Secondly, if you're going to get revenge against someone, shouldn't it be against the people who were actually responsible for your demise? I'm just saying, scaring the hell out of the people in Point Pleasant just seems kind of, well, petty.

Number 2 (down 1 place)

The not so amazingly crazy Sand Crane theory.

A Sand Crane is a big old bird. That's basically the selling point of this theory. It's a big bird with a big wing span that may or may not have been in the area at the time of The Mothman sightings. It can grow to six feet tall according to Wikipedia and has a vibrant red grouping of feathers around it's eyes.

Which all sounds very convincing. Except, and brace yourself for this, but Wikipedia is slightly out. Cranes don't really grow to six feet in height. In fact, if you find one over four feet tall you've found a freak. It's wing span is admittedly a good six feet in length. But then a Tundra Swan has a six foot wingspan and, having lived by Swans all my life, a six foot wingspan is about as threatening as a drunken cocker spaniel. Because just like a drunken cocker spaniel, it sounds scary but turns out to be rather pathetic when you finally see it.

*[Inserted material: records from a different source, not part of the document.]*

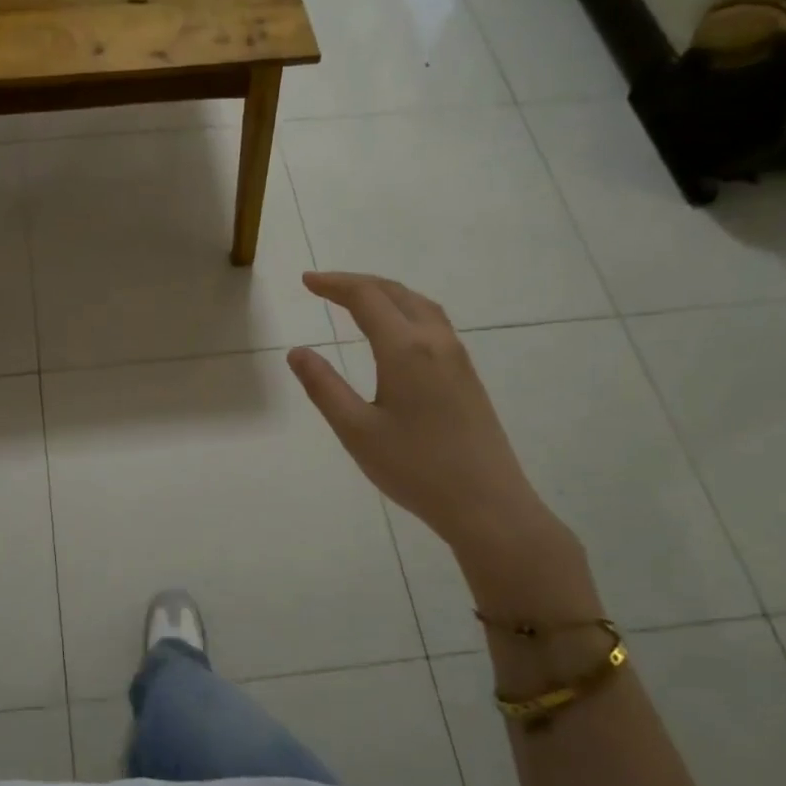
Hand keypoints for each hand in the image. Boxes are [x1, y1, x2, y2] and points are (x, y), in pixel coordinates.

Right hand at [288, 272, 551, 558]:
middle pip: (396, 293)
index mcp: (405, 349)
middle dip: (358, 283)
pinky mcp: (467, 376)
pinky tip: (395, 332)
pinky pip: (433, 323)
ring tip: (357, 300)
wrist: (487, 504)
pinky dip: (405, 311)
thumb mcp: (356, 430)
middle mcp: (436, 342)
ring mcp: (457, 358)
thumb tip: (297, 351)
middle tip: (324, 286)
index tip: (306, 281)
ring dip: (386, 293)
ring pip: (420, 305)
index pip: (366, 297)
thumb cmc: (415, 468)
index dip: (334, 284)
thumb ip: (324, 386)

All that being said, if Mothman is a “real” animal this is the one to plump for if only for the eyes. The red feathers around the eyes of a Crane are quite striking. And could be, if seen in the right light and if one had drunk enough tequila, viewed as glowing spheres.

Number 1 (New Entry)

Mechanical Deity

Screw it, why not?

Because none of the theories I've come across add up. And that's part of the essence, the beauty if you will, of the entire Mothman incident. No matter how many times you play it through in your head there's not one single thing about what happened that year in Point Pleasant that can be rationalised.

And, to be honest with you, I wouldn't have it any other way.